RLbT is a tool that applies curiosity-based Reinforcement Learning for automated testing of games. RLbT represents high level actions in the game, such as interacting with an entity or moving to an entity, as possible choices for the RL agent and the corresponding reward is computed based on the resulting state after the action has been performed. RLbT does explorative testing to increase coverage of the game under test, hence the reward function tries to encourage the RL agent to explore as much new areas of the game as possible, hence the agent is encouraged to be curious. RLbT keeps track of the coverage information as well as additional data, such as the agent's positions for calculating spatial coverage, and reports it at the end of the exploration session.

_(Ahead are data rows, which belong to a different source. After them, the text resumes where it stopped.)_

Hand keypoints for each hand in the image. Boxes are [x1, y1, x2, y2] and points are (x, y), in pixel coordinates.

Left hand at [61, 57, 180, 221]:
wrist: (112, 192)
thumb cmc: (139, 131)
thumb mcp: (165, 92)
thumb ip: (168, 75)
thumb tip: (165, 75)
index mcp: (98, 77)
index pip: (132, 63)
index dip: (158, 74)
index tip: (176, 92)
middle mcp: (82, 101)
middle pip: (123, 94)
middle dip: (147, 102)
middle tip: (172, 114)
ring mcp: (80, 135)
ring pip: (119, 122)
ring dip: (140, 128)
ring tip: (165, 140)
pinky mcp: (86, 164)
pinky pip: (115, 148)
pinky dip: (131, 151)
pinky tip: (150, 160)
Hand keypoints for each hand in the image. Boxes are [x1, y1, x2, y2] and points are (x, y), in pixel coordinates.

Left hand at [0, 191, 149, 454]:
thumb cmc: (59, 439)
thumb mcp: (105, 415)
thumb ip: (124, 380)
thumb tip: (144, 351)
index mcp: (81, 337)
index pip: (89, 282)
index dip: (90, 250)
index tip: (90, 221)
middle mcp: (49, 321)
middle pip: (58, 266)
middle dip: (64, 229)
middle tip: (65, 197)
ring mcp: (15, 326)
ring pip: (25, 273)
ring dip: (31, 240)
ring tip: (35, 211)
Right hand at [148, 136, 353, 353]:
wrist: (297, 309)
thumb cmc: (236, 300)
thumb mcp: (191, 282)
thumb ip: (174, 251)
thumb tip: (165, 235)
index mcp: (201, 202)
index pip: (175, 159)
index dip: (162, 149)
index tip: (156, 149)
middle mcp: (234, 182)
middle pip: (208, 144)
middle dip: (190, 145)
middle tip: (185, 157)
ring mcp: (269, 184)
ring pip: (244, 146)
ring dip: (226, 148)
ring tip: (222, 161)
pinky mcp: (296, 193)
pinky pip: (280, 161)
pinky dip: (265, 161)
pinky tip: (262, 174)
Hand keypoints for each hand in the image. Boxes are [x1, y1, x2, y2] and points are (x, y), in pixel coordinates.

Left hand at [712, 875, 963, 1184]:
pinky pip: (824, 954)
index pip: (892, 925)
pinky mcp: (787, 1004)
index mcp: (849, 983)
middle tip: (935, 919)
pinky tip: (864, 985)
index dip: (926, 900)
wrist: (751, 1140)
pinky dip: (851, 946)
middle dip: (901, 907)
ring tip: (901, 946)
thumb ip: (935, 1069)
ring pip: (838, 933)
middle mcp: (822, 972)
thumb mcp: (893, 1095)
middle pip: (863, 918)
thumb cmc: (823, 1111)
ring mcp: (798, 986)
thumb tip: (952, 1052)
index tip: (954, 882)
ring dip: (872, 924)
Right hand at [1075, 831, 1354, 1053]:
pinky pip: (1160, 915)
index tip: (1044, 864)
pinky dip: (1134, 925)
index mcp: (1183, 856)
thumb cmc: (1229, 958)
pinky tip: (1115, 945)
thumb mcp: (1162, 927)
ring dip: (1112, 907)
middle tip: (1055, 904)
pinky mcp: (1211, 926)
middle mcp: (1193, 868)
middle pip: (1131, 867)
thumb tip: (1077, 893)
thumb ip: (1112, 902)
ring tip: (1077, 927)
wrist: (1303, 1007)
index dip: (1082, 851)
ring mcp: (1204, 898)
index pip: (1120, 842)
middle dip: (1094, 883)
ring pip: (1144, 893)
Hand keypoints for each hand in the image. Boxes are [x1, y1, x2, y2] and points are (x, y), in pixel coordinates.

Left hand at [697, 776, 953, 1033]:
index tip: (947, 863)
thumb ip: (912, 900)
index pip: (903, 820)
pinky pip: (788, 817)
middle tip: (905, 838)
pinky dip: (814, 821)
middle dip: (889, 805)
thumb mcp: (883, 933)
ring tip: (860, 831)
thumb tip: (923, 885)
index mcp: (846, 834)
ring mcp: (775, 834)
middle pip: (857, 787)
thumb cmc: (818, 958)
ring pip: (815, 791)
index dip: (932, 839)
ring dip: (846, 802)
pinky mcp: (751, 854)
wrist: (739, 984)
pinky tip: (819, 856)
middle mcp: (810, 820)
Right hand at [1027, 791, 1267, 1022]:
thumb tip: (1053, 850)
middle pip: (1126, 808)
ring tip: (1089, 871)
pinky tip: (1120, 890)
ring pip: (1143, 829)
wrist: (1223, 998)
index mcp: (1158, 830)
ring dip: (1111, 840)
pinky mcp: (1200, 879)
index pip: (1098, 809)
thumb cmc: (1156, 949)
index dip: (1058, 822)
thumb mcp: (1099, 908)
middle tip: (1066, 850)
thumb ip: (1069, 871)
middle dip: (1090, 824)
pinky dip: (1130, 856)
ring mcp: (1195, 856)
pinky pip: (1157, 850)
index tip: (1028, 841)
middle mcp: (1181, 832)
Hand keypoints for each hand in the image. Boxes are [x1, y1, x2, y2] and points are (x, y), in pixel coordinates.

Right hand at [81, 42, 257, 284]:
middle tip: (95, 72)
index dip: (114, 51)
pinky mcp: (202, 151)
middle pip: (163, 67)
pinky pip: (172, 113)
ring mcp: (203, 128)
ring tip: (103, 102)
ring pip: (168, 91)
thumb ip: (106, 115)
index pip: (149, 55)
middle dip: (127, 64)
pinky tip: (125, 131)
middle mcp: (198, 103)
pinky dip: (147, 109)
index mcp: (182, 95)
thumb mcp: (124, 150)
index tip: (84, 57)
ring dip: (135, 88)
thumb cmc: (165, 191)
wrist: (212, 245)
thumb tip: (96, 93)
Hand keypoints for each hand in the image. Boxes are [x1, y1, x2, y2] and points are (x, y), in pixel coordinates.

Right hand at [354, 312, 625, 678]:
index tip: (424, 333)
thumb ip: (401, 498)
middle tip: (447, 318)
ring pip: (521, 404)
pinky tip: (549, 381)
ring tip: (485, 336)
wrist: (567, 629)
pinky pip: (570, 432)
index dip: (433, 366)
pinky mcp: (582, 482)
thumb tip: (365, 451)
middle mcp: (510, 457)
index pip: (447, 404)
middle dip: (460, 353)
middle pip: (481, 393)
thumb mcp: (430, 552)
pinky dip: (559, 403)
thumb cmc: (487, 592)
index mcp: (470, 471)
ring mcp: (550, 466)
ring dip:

RLbT works in two different modes: 1) single-agent mode and 2) multi-agent mode. In the single agent mode, a single player is deployed in the game and performs actions, while in the multi-agent mode multiple agents are deployed. In the later case, the agents are specialised into active and passive (observer) agents. The active agent (typically there would be one per session) performs the actions in the game environment while the passive agents observe the environment and report their observations to the active agent.

Document structure

First run

RLBT build is managed by Maven, and it should suffice to run the following command from the project root:

mvn clean package -DskipTests

which should perform a basic build and produce an executable jar iv4xr-rlbt-x.x-jar-with-dependencies.jar in the target folder. To have a flavour of RLBT (Single-agent mode) run the following command

java -jar target/iv4xr-rlbt-x.x-jar-with-dependencies.jar -trainingMode -burlapConfig src/test/resources/configurations/burlap_test.config -sutConfig src/test/resources/configurations/lrLevelSingleAgent.config.config

To have a flavour of RLBT (Multi-agent mode) run the following command

java -jar target/iv4xr-rlbt-x.x-jar-with-dependencies.jar -multiagentTrainingMode -burlapConfig src/test/resources/configurations/burlap_test.config -sutConfig src/test/resources/configurations/lrLevelMultiAgent.config

This launches RLBT on a simple example model distributed with the package. If all works correctly, the tool prints the log messages and creates the folder rlbt-files. The output files are stored in subfolder: results/$level-name$/$trainingmode$/$timestamp$.

RLBT output

By default, RLBT creates a folder named rlbt-files in the same location RLBT is run. Results of RLBT running on a $level-name$ on a specific training $mode$ on a specific $timestamp$ are stored inside Folder rlbt-files in the following sub-folder: results/$level-name$/$mode$/$timestamp$. RLBT produces the following output files:

  • episodesummary.csv: containing the summary of training episodes including
    • number of action performed in each episode
    • total reward/penalty obtained in each episode
    • entity coverage achieved per episode and globally : measured by the percentage of elements that the agent is able to interact with during the training session
    • time : training time

RLBT parameters

BURLAP Q-learning configuration file

BURLAP Q-learning configuration file is a text file where each line contains a parameter and its value separated by an equal (=) symbol. Available parameters are:

  • burlap.algorithm: only QLearning is available for now
  • burlap.qlearning.qinit: initial Q-value to use everywhere
  • burlap.qlearning.lr: value of learning rate. Learning rate determines to what extent newly acquired information overrides old information. A factor of 0 makes the agent learn nothing (exclusively exploiting prior knowledge), while a factor of 1 makes the agent consider only the most recent information (ignoring prior knowledge to explore possibilities).
  • burlap.qlearning.gamma: value for gamma (discount factor). It determines the importance of future rewards. A factor of 0 will make the agent only considering current rewards, while a factor approaching 1 will make it strive for a long-term high reward.
  • burlap.qlearning.epsilonval: value of epsilon parameter for Epsilon-Greedy algorithm. Here, Epsilon-Greedy method is used to balance exploration and exploitation while interacting with the Reinforcement Learning environment.
  • burlap.qlearning.out_qtable: path to the Q-table
  • burlap.num_of_episodes: number of episodes to run
  • burlap.max_update_cycles: number of steps in each episode

SUT configuration file

SUT configuration file is a text file where each line contains a parameter and its value separated by an equal (=) symbol. Depending on the training mode, specific SUT configuration file should be used.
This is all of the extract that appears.